EXERCISE OBJECTIVE> Find each line below that includes "Lysåsvegen", then copy it.

┌─ INFORMATION

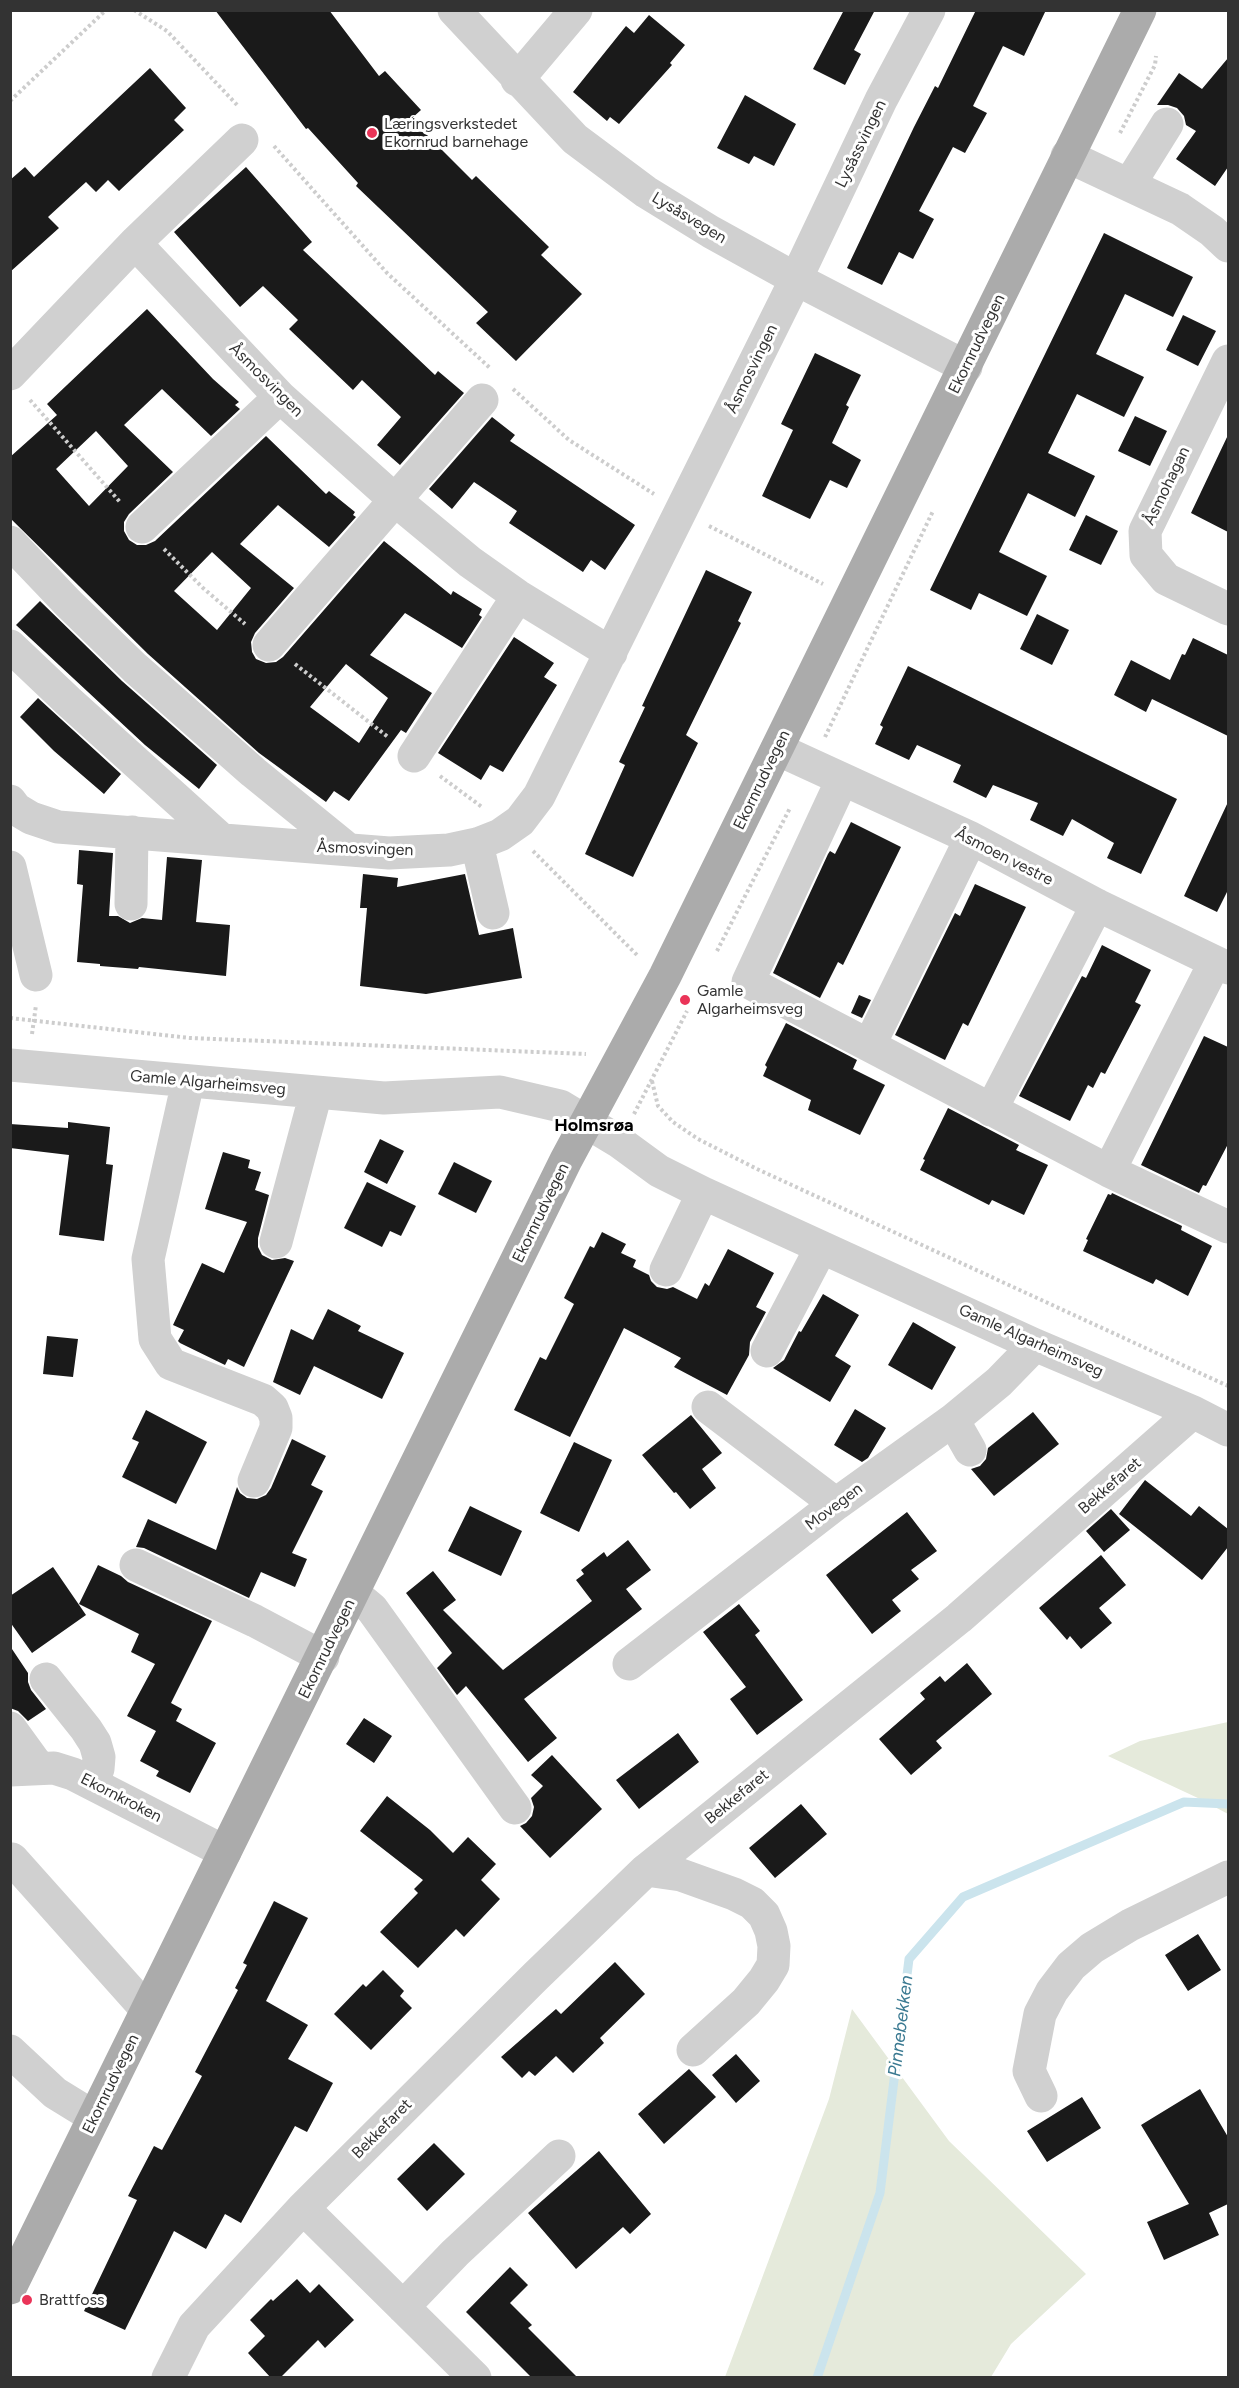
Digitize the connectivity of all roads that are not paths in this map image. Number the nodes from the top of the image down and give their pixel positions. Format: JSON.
{"nodes":[{"id":1,"x":454,"y":10,"type":"edge"},
{"id":2,"x":576,"y":10,"type":"edge"},
{"id":3,"x":929,"y":10,"type":"edge"},
{"id":4,"x":1140,"y":10,"type":"edge"},
{"id":5,"x":517,"y":80,"type":"junction"},
{"id":6,"x":1167,"y":124,"type":"dead end"},
{"id":7,"x":251,"y":130,"type":"road end"},
{"id":8,"x":1067,"y":156,"type":"junction"},
{"id":9,"x":1129,"y":185,"type":"junction"},
{"id":10,"x":135,"y":243,"type":"junction"},
{"id":11,"x":1228,"y":246,"type":"edge"},
{"id":12,"x":796,"y":279,"type":"junction"},
{"id":13,"x":1228,"y":361,"type":"edge"},
{"id":14,"x":966,"y":367,"type":"junction"},
{"id":15,"x":10,"y":374,"type":"edge"},
{"id":16,"x":495,"y":392,"type":"road end"},
{"id":17,"x":280,"y":397,"type":"junction"},
{"id":18,"x":395,"y":500,"type":"junction"},
{"id":19,"x":142,"y":527,"type":"dead end"},
{"id":20,"x":10,"y":542,"type":"edge"},
{"id":21,"x":518,"y":596,"type":"junction"},
{"id":22,"x":1228,"y":609,"type":"edge"},
{"id":23,"x":269,"y":645,"type":"dead end"},
{"id":24,"x":10,"y":646,"type":"edge"},
{"id":25,"x":611,"y":652,"type":"junction"},
{"id":26,"x":777,"y":749,"type":"junction"},
{"id":27,"x":414,"y":756,"type":"dead end"},
{"id":28,"x":842,"y":780,"type":"junction"},
{"id":29,"x":12,"y":809,"type":"edge"},
{"id":30,"x":132,"y":832,"type":"junction"},
{"id":31,"x":971,"y":838,"type":"junction"},
{"id":32,"x":222,"y":840,"type":"junction"},
{"id":33,"x":477,"y":844,"type":"junction"},
{"id":34,"x":349,"y":850,"type":"junction"},
{"id":35,"x":10,"y":867,"type":"edge"},
{"id":36,"x":131,"y":904,"type":"dead end"},
{"id":37,"x":1097,"y":905,"type":"junction"},
{"id":38,"x":493,"y":913,"type":"dead end"},
{"id":39,"x":1222,"y":965,"type":"edge"},
{"id":40,"x":36,"y":975,"type":"road end"},
{"id":41,"x":870,"y":1044,"type":"junction"},
{"id":42,"x":18,"y":1066,"type":"edge"},
{"id":43,"x":188,"y":1082,"type":"junction"},
{"id":44,"x":316,"y":1093,"type":"junction"},
{"id":45,"x":992,"y":1110,"type":"junction"},
{"id":46,"x":587,"y":1121,"type":"junction"},
{"id":47,"x":1109,"y":1171,"type":"junction"},
{"id":48,"x":703,"y":1193,"type":"junction"},
{"id":49,"x":1228,"y":1227,"type":"edge"},
{"id":50,"x":276,"y":1242,"type":"dead end"},
{"id":51,"x":821,"y":1248,"type":"junction"},
{"id":52,"x":666,"y":1270,"type":"dead end"},
{"id":53,"x":1035,"y":1345,"type":"junction"},
{"id":54,"x":767,"y":1351,"type":"dead end"},
{"id":55,"x":708,"y":1407,"type":"dead end"},
{"id":56,"x":1193,"y":1412,"type":"junction"},
{"id":57,"x":953,"y":1419,"type":"junction"},
{"id":58,"x":1228,"y":1430,"type":"edge"},
{"id":59,"x":970,"y":1450,"type":"dead end"},
{"id":60,"x":254,"y":1481,"type":"dead end"},
{"id":61,"x":836,"y":1504,"type":"junction"},
{"id":62,"x":136,"y":1564,"type":"dead end"},
{"id":63,"x":354,"y":1594,"type":"junction"},
{"id":64,"x":323,"y":1657,"type":"junction"},
{"id":65,"x":629,"y":1664,"type":"dead end"},
{"id":66,"x":46,"y":1678,"type":"dead end"},
{"id":67,"x":10,"y":1728,"type":"edge"},
{"id":68,"x":25,"y":1769,"type":"edge"},
{"id":69,"x":91,"y":1783,"type":"junction"},
{"id":70,"x":515,"y":1808,"type":"dead end"},
{"id":71,"x":225,"y":1852,"type":"junction"},
{"id":72,"x":12,"y":1859,"type":"edge"},
{"id":73,"x":646,"y":1870,"type":"junction"},
{"id":74,"x":1228,"y":1877,"type":"edge"},
{"id":75,"x":147,"y":2010,"type":"junction"},
{"id":76,"x":693,"y":2050,"type":"dead end"},
{"id":77,"x":10,"y":2051,"type":"edge"},
{"id":78,"x":1041,"y":2096,"type":"dead end"},
{"id":79,"x":94,"y":2117,"type":"junction"},
{"id":80,"x":559,"y":2156,"type":"dead end"},
{"id":81,"x":303,"y":2208,"type":"junction"},
{"id":82,"x":10,"y":2288,"type":"edge"},
{"id":83,"x":404,"y":2307,"type":"junction"},
{"id":84,"x":168,"y":2378,"type":"edge"},
{"id":85,"x":475,"y":2378,"type":"edge"}],
"edges":[{"from":1,"to":5,"type":"street","name":"Lysåsvegen"},
{"from":2,"to":5,"type":"street"},
{"from":3,"to":12,"type":"street","name":"Lysåssvingen"},
{"from":4,"to":8,"type":"main road","name":"Ekornrudvegen"},
{"from":5,"to":12,"type":"street","name":"Lysåsvegen"},
{"from":6,"to":9,"type":"street"},
{"from":7,"to":10,"type":"street"},
{"from":8,"to":9,"type":"street"},
{"from":8,"to":14,"type":"main road","name":"Ekornrudvegen"},
{"from":9,"to":11,"type":"street"},
{"from":10,"to":15,"type":"street"},
{"from":10,"to":17,"type":"street","name":"Åsmosvingen"},
{"from":12,"to":14,"type":"street","name":"Lysåsvegen"},
{"from":12,"to":25,"type":"street","name":"Åsmosvingen"},
{"from":13,"to":22,"type":"street","name":"Åsmohagan"},
{"from":14,"to":26,"type":"main road","name":"Ekornrudvegen"},
{"from":16,"to":18,"type":"street"},
{"from":17,"to":18,"type":"street","name":"Åsmosvingen"},
{"from":17,"to":19,"type":"street"},
{"from":18,"to":21,"type":"street","name":"Åsmosvingen"},
{"from":18,"to":23,"type":"street"},
{"from":20,"to":34,"type":"street"},
{"from":21,"to":25,"type":"street","name":"Åsmosvingen"},
{"from":21,"to":27,"type":"street"},
{"from":24,"to":32,"type":"street"},
{"from":25,"to":33,"type":"street","name":"Åsmosvingen"},
{"from":26,"to":28,"type":"street","name":"Åsmoen vestre"},
{"from":26,"to":46,"type":"main road","name":"Ekornrudvegen"},
{"from":28,"to":31,"type":"street","name":"Åsmoen vestre"},
{"from":28,"to":41,"type":"street"},
{"from":29,"to":30,"type":"street","name":"Åsmosvingen"},
{"from":30,"to":32,"type":"street","name":"Åsmosvingen"},
{"from":30,"to":36,"type":"street"},
{"from":31,"to":37,"type":"street","name":"Åsmoen vestre"},
{"from":31,"to":41,"type":"street"},
{"from":32,"to":34,"type":"street","name":"Åsmosvingen"},
{"from":33,"to":34,"type":"street","name":"Åsmosvingen"},
{"from":33,"to":38,"type":"street"},
{"from":35,"to":40,"type":"street"},
{"from":37,"to":39,"type":"street","name":"Åsmoen vestre"},
{"from":37,"to":45,"type":"street"},
{"from":39,"to":47,"type":"street"},
{"from":41,"to":45,"type":"street"},
{"from":42,"to":43,"type":"street","name":"Gamle Algarheimsveg"},
{"from":43,"to":44,"type":"street","name":"Gamle Algarheimsveg"},
{"from":43,"to":60,"type":"street"},
{"from":44,"to":46,"type":"street","name":"Gamle Algarheimsveg"},
{"from":44,"to":50,"type":"street"},
{"from":45,"to":47,"type":"street"},
{"from":46,"to":48,"type":"street","name":"Gamle Algarheimsveg"},
{"from":46,"to":63,"type":"main road","name":"Ekornrudvegen"},
{"from":47,"to":49,"type":"street"},
{"from":48,"to":51,"type":"street","name":"Gamle Algarheimsveg"},
{"from":48,"to":52,"type":"street"},
{"from":51,"to":53,"type":"street","name":"Gamle Algarheimsveg"},
{"from":51,"to":54,"type":"street"},
{"from":53,"to":56,"type":"street","name":"Gamle Algarheimsveg"},
{"from":53,"to":57,"type":"street","name":"Movegen"},
{"from":55,"to":61,"type":"street"},
{"from":56,"to":58,"type":"street","name":"Gamle Algarheimsveg"},
{"from":56,"to":73,"type":"street","name":"Bekkefaret"},
{"from":57,"to":59,"type":"street"},
{"from":57,"to":61,"type":"street","name":"Movegen"},
{"from":61,"to":65,"type":"street","name":"Movegen"},
{"from":62,"to":64,"type":"street"},
{"from":63,"to":64,"type":"main road","name":"Ekornrudvegen"},
{"from":63,"to":70,"type":"street"},
{"from":64,"to":71,"type":"main road","name":"Ekornrudvegen"},
{"from":66,"to":69,"type":"street"},
{"from":67,"to":68,"type":"street"},
{"from":68,"to":69,"type":"street","name":"Ekornkroken"},
{"from":69,"to":71,"type":"street","name":"Ekornkroken"},
{"from":71,"to":75,"type":"main road","name":"Ekornrudvegen"},
{"from":72,"to":75,"type":"street"},
{"from":73,"to":76,"type":"street"},
{"from":73,"to":81,"type":"street","name":"Bekkefaret"},
{"from":74,"to":78,"type":"street"},
{"from":75,"to":79,"type":"main road","name":"Ekornrudvegen"},
{"from":77,"to":79,"type":"street"},
{"from":79,"to":82,"type":"main road","name":"Ekornrudvegen"},
{"from":80,"to":83,"type":"street"},
{"from":81,"to":83,"type":"street"},
{"from":81,"to":84,"type":"street","name":"Bekkefaret"},
{"from":83,"to":85,"type":"street"}]}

└─

THE COMPLETED TASK>
"edges":[{"from":1,"to":5,"type":"street","name":"Lysåsvegen"},
{"from":5,"to":12,"type":"street","name":"Lysåsvegen"},
{"from":12,"to":14,"type":"street","name":"Lysåsvegen"},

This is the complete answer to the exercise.